**EXERCISE REQUIREMENTS:** Through the line with "0 1024 translate 1 -1 scale" and starting from the first line, return the records below word for word, with pictures left out.

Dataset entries
_ _ _ _
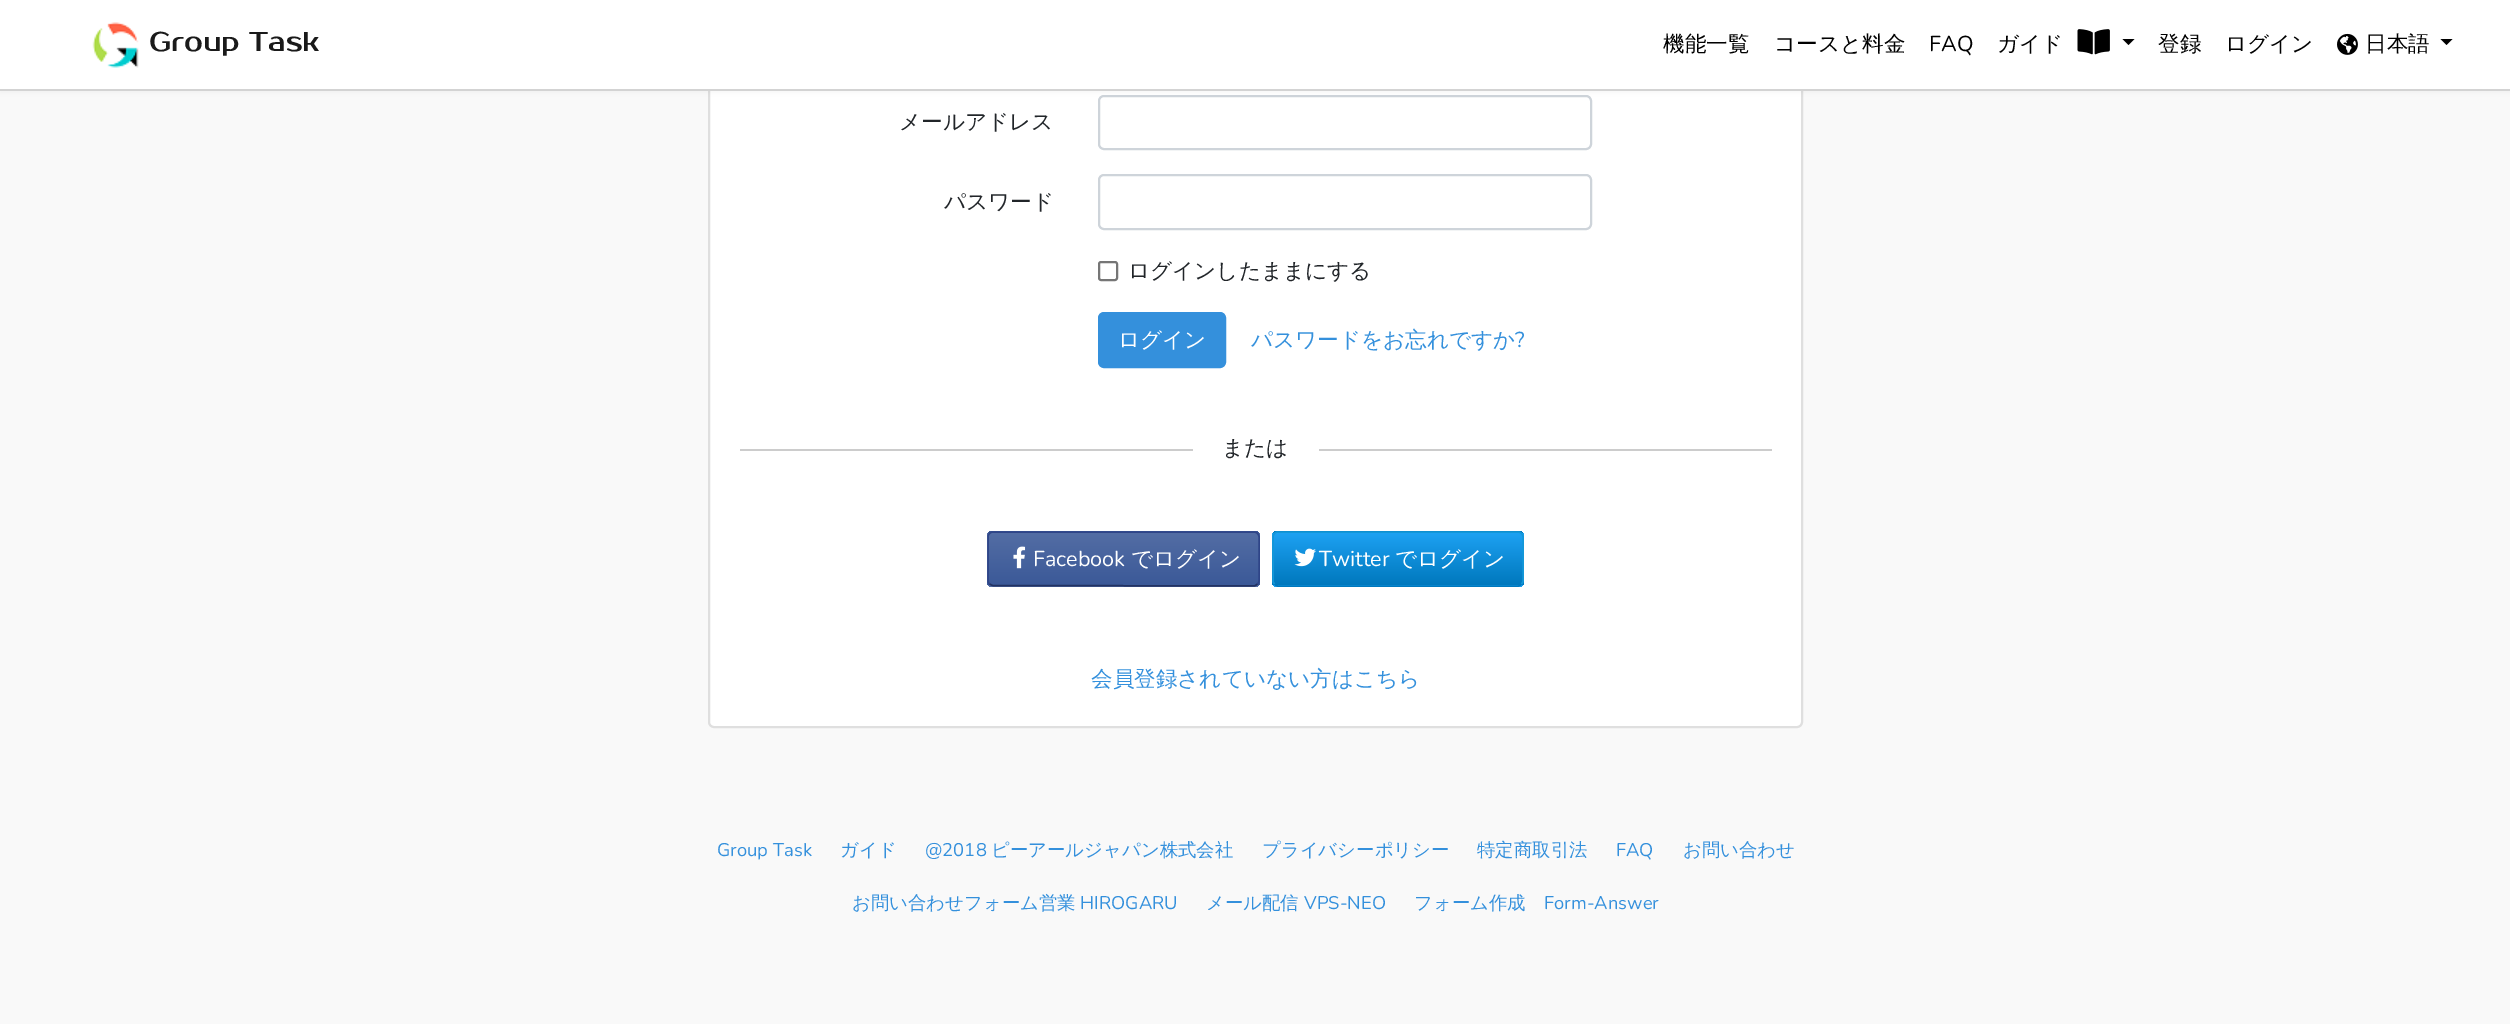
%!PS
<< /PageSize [2510 1024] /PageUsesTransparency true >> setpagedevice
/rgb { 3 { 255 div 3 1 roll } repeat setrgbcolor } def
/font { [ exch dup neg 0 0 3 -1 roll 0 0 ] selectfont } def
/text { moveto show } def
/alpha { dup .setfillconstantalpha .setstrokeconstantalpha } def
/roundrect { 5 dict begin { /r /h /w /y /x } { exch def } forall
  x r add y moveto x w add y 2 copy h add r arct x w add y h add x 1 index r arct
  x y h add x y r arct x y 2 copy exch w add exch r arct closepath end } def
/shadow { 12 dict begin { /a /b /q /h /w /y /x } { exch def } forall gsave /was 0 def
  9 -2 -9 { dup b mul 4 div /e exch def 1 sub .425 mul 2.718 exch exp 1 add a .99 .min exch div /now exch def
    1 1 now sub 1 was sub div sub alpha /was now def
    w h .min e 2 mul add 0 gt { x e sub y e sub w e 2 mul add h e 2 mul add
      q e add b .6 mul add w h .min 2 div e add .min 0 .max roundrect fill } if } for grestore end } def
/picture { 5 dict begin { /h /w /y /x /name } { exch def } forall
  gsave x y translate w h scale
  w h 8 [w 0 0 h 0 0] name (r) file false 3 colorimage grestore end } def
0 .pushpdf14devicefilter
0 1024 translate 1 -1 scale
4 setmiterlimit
249 249 249 rgb
0 0 2510 1024 rectfill
255 255 255 rgb
709 -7 1093 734 5 roundrect gsave fill grestore
223 223 223 rgb
2 setlinewidth
stroke
206 212 218 rgb
1099 96 492 53 5 roundrect stroke
0 0 0 rgb
0 3 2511 90 0 3 0.04 shadow
255 255 255 rgb
0 0 2510 89 rectfill
211 211 211 rgb
0 89 2510 2 rectfill
(img_01.rgb) 92 22 47 46 picture
(img_02.rgb) 2077 29 33 26 picture
0 0 0 rgb
2122.5 39 moveto 12 0 rlineto -6 6 rlineto closepath fill
(img_03.rgb) 2337 33 21 22 picture
2440.5 39 moveto 12 0 rlineto -6 6 rlineto closepath fill
206 212 218 rgb
1099 175 492 54 5 roundrect stroke
118 118 118 rgb
1099 262 18 18 2 roundrect stroke
52 144 220 rgb
1099 313 126 54 5 roundrect gsave fill grestore
stroke
204 204 204 rgb
740 449 1032 2 rectfill
255 255 255 rgb
1193 449 126 2 rectfill
gsave
987 531 273 56 6 roundrect clip newpath
gsave 987 531 moveto 273 0 rlineto 0 2 rlineto -273 0 rlineto closepath clip newpath
<< /ShadingType 2 /ColorSpace /DeviceRGB /Coords [1124 480 1124 533] /Extend [true true] /Function << /FunctionType 2 /Domain [0 1] /C0 [0.325 0.427 0.643] /C1 [0.231 0.349 0.596] /N 1 >> >> shfill grestore
gsave 987 533 moveto 273 0 rlineto 0 52 rlineto -273 0 rlineto closepath clip newpath
<< /ShadingType 2 /ColorSpace /DeviceRGB /Coords [1124 533 1124 585] /Extend [true true] /Function << /FunctionType 2 /Domain [0 1] /C0 [0.325 0.427 0.643] /C1 [0.231 0.349 0.596] /N 1 >> >> shfill grestore
gsave 987 585 moveto 273 0 rlineto 0 2 rlineto -273 0 rlineto closepath clip newpath
<< /ShadingType 2 /ColorSpace /DeviceRGB /Coords [1124 585 1124 638] /Extend [true true] /Function << /FunctionType 2 /Domain [0 1] /C0 [0.325 0.427 0.643] /C1 [0.231 0.349 0.596] /N 1 >> >> shfill grestore
grestore
34 50 98 rgb
1.5 setlinewidth
1257.5 584 moveto -1 1 -2 1.5 -3.5 2 rcurveto -261.5 -0.5 rlineto -3 -1.5 rlineto stroke
47 69 136 rgb
989.5 584 moveto -1 -1 -1.5 -2 -1.5 -3.5 rcurveto 0 -43.5 rlineto 0 -1.5 0.5 -2.5 1.5 -3.5 rcurveto 1 -1 2 -1.5 3.5 -1.5 rcurveto 261 0 rlineto 1.5 0 2.5 0.5 3.5 1.5 rcurveto 1 1 1.5 2 1.5 3.5 rcurveto 0 43.5 rlineto 0 1.5 -0.5 2.5 -1.5 3.5 rcurveto stroke
(img_04.rgb) 1013 546 13 23 picture
gsave
1272 531 252 56 6 roundrect clip newpath
gsave 1272 531 moveto 252 0 rlineto 0 2 rlineto -252 0 rlineto closepath clip newpath
<< /ShadingType 2 /ColorSpace /DeviceRGB /Coords [1398 480 1398 533] /Extend [true true] /Function << /FunctionType 2 /Domain [0 1] /C0 [0.114 0.631 0.949] /C1 [0 0.471 0.741] /N 1 >> >> shfill grestore
gsave 1272 533 moveto 252 0 rlineto 0 52 rlineto -252 0 rlineto closepath clip newpath
<< /ShadingType 2 /ColorSpace /DeviceRGB /Coords [1398 533 1398 585] /Extend [true true] /Function << /FunctionType 2 /Domain [0 1] /C0 [0.114 0.631 0.949] /C1 [0 0.471 0.741] /N 1 >> >> shfill grestore
gsave 1272 585 moveto 252 0 rlineto 0 2 rlineto -252 0 rlineto closepath clip newpath
<< /ShadingType 2 /ColorSpace /DeviceRGB /Coords [1398 585 1398 638] /Extend [true true] /Function << /FunctionType 2 /Domain [0 1] /C0 [0.114 0.631 0.949] /C1 [0 0.471 0.741] /N 1 >> >> shfill grestore
grestore
0 120 189 rgb
1521.5 584 moveto -1 1 -2 2 -3.5 2 rcurveto -240 0 rlineto -1.5 0 -2.5 -1 -3.5 -2 rcurveto stroke
19 151 216 rgb
1274.5 584 moveto -1 -1 -1.5 -2 -1.5 -3.5 rcurveto 0 -43.5 rlineto 0 -1.5 0.5 -2.5 1.5 -3.5 rcurveto 1 -1 2 -1.5 3.5 -1.5 rcurveto 240 0 rlineto 1.5 0 2.5 0.5 3.5 1.5 rcurveto 1 1 1.5 2 1.5 3.5 rcurveto 0 43.5 rlineto 0 1.5 -0.5 2.5 -1.5 3.5 rcurveto stroke
(img_05.rgb) 1294 548 22 19 picture
/ProstoOne-Regular 27 font
26 26 26 rgb
(Group Task) 149 51 text
/WenQuanYiZenHei-Medium 21.6 font
0 0 0 rgb
(機能一覧) 1663 51 text
(コースと料金) 1774 51 text
/Nunito-ExtraLight 21.6 font
(FAQ) 1929 51 text
/WenQuanYiZenHei-Medium 21.6 font
(ガイド) 1997 51 text
(登録) 2158 51 text
(ログイン) 2225 51 text
(日本語) 2365 51 text
33 37 41 rgb
(メールアドレス) 899 129 text
(パスワード) 944 209 text
(ログインしたままにする) 1128 278 text
255 255 255 rgb
(ログイン) 1118 347 text
52 144 220 rgb
(パスワードをお忘れですか) 1251 347 text
/Nunito-ExtraLight 21.6 font
(?) 1515 347 text
/WenQuanYiZenHei-Medium 21.6 font
33 37 41 rgb
(または) 1222 455 text
/Nunito-ExtraLight 21.6 font
255 255 255 rgb
(Facebook) 1033 566 text
/WenQuanYiZenHei-Medium 21.6 font
(でログイン) 1131 566 text
/Nunito-ExtraLight 21.6 font
(Twitter) 1319 566 text
/WenQuanYiZenHei-Medium 21.6 font
(でログイン) 1395 566 text
52 144 220 rgb
(会員登録されていない方はこちら) 1091 686 text
/Nunito-ExtraLight 18.4 font
(Group Task) 717 856 text
/WenQuanYiZenHei-Medium 18.4 font
(ガイド) 840 856 text
/Nunito-ExtraLight 18.4 font
(@2018) 925 856 text
/WenQuanYiZenHei-Medium 18.4 font
(ピーアールジャパン株式会社) 991 856 text
(プライバシーポリシー) 1262 856 text
(特定商取引法) 1477 856 text
/Nunito-ExtraLight 18.4 font
(FAQ) 1616 856 text
/WenQuanYiZenHei-Medium 18.4 font
(お問い合わせ) 1683 856 text
(お問い合わせフォーム営業) 852 909 text
/Nunito-ExtraLight 18.4 font
(HIROGARU) 1080 909 text
/WenQuanYiZenHei-Medium 18.4 font
(メール配信) 1206 909 text
/Nunito-ExtraLight 18.4 font
(VPS-NEO) 1304 909 text
/WenQuanYiZenHei-Medium 18.4 font
(フォーム作成) 1414 909 text
/Nunito-ExtraLight 18.4 font
(Form-Answer) 1544 909 text
.poppdf14devicefilter showpage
_ _ _ _
**EXERCISE RESPONSE:**
%!PS
<< /PageSize [2510 1024] /PageUsesTransparency true >> setpagedevice
/rgb { 3 { 255 div 3 1 roll } repeat setrgbcolor } def
/font { [ exch dup neg 0 0 3 -1 roll 0 0 ] selectfont } def
/text { moveto show } def
/alpha { dup .setfillconstantalpha .setstrokeconstantalpha } def
/roundrect { 5 dict begin { /r /h /w /y /x } { exch def } forall
  x r add y moveto x w add y 2 copy h add r arct x w add y h add x 1 index r arct
  x y h add x y r arct x y 2 copy exch w add exch r arct closepath end } def
/shadow { 12 dict begin { /a /b /q /h /w /y /x } { exch def } forall gsave /was 0 def
  9 -2 -9 { dup b mul 4 div /e exch def 1 sub .425 mul 2.718 exch exp 1 add a .99 .min exch div /now exch def
    1 1 now sub 1 was sub div sub alpha /was now def
    w h .min e 2 mul add 0 gt { x e sub y e sub w e 2 mul add h e 2 mul add
      q e add b .6 mul add w h .min 2 div e add .min 0 .max roundrect fill } if } for grestore end } def
/picture { 5 dict begin { /h /w /y /x /name } { exch def } forall
  gsave x y translate w h scale
  w h 8 [w 0 0 h 0 0] name (r) file false 3 colorimage grestore end } def
0 .pushpdf14devicefilter
0 1024 translate 1 -1 scale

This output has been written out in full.